WHAT YOU HAVE TO DO
What this exercise needs is every entry restated as written, with no pictures.

[Dataset entries]
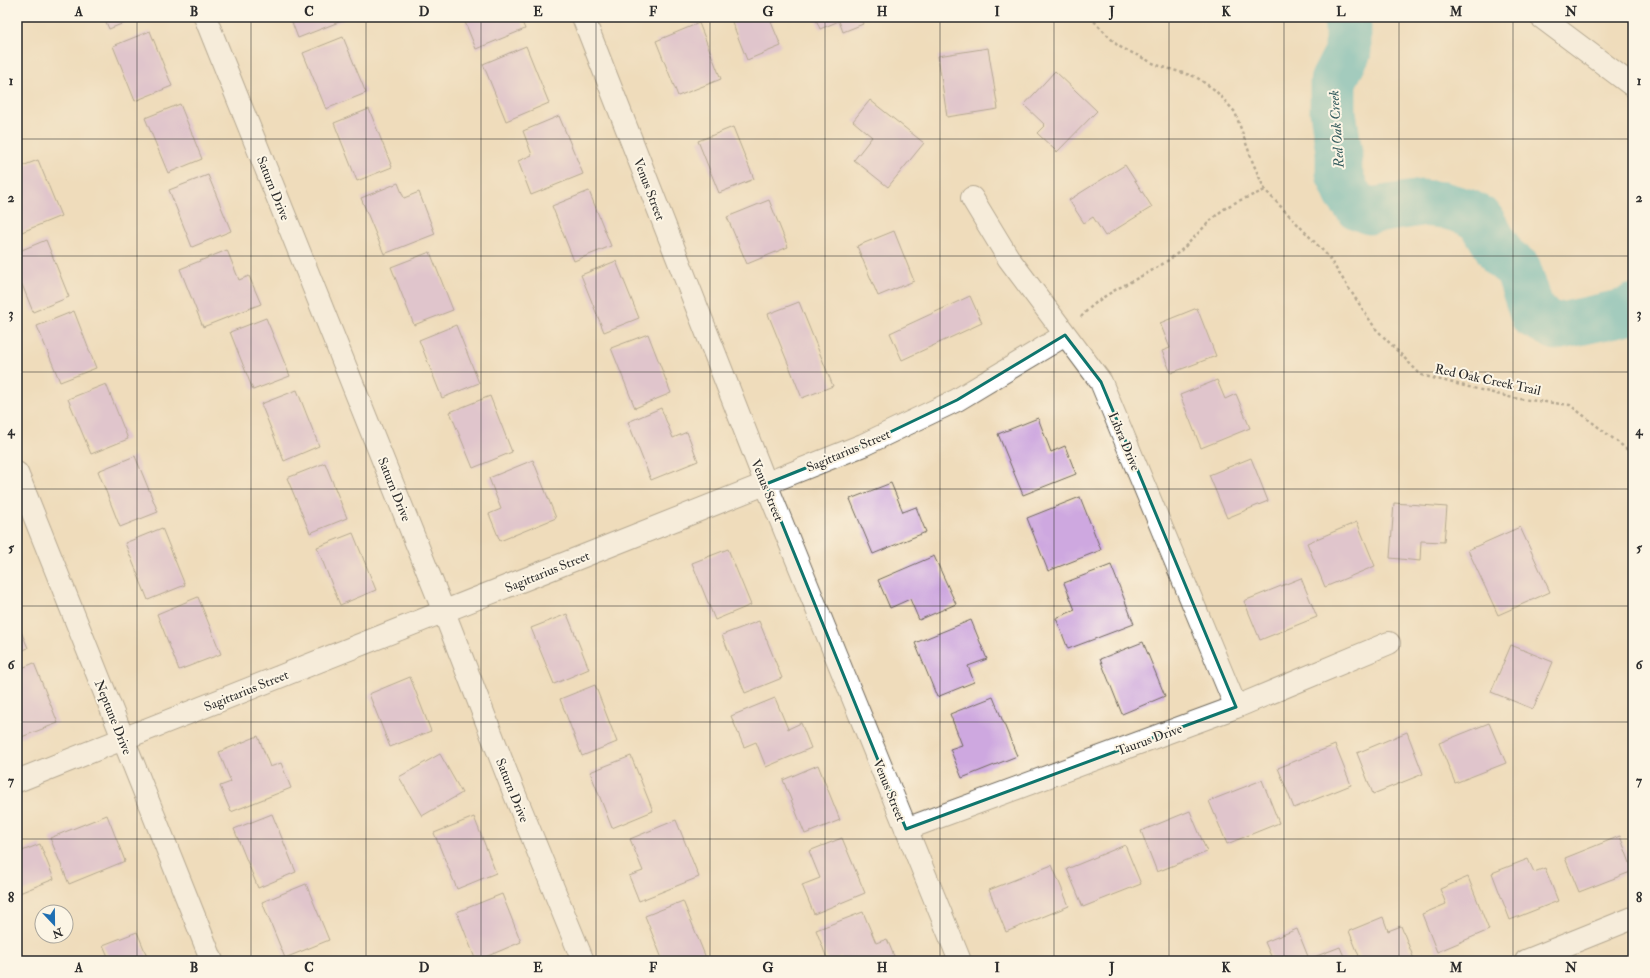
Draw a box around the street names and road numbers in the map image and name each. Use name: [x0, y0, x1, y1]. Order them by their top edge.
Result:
street label: Saturn Drive: [253, 154, 293, 223]
street label: Venus Street: [630, 156, 668, 223]
street label: Red Oak Creek Trail: [1433, 361, 1543, 399]
street label: Libra Drive: [1105, 410, 1144, 473]
street label: Sagittarius Street: [804, 426, 893, 476]
street label: Saturn Drive: [374, 455, 414, 524]
street label: Venus Street: [747, 457, 787, 524]
street label: Sagittarius Street: [503, 548, 592, 596]
street label: Sagittarius Street: [202, 667, 291, 715]
street label: Neptune Drive: [90, 678, 135, 758]
street label: Taurus Drive: [1114, 720, 1185, 759]
street label: Saturn Drive: [492, 756, 532, 825]
street label: Venus Street: [869, 757, 909, 824]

TASK RESPONSE
Draw a box around the street names and road numbers in the map image and name each. Use name: [x0, y0, x1, y1]. Order them by their top edge.
Result:
street label: Saturn Drive: [253, 154, 293, 223]
street label: Venus Street: [630, 156, 668, 223]
street label: Red Oak Creek Trail: [1433, 361, 1543, 399]
street label: Libra Drive: [1105, 410, 1144, 473]
street label: Sagittarius Street: [804, 426, 893, 476]
street label: Saturn Drive: [374, 455, 414, 524]
street label: Venus Street: [747, 457, 787, 524]
street label: Sagittarius Street: [503, 548, 592, 596]
street label: Sagittarius Street: [202, 667, 291, 715]
street label: Neptune Drive: [90, 678, 135, 758]
street label: Taurus Drive: [1114, 720, 1185, 759]
street label: Saturn Drive: [492, 756, 532, 825]
street label: Venus Street: [869, 757, 909, 824]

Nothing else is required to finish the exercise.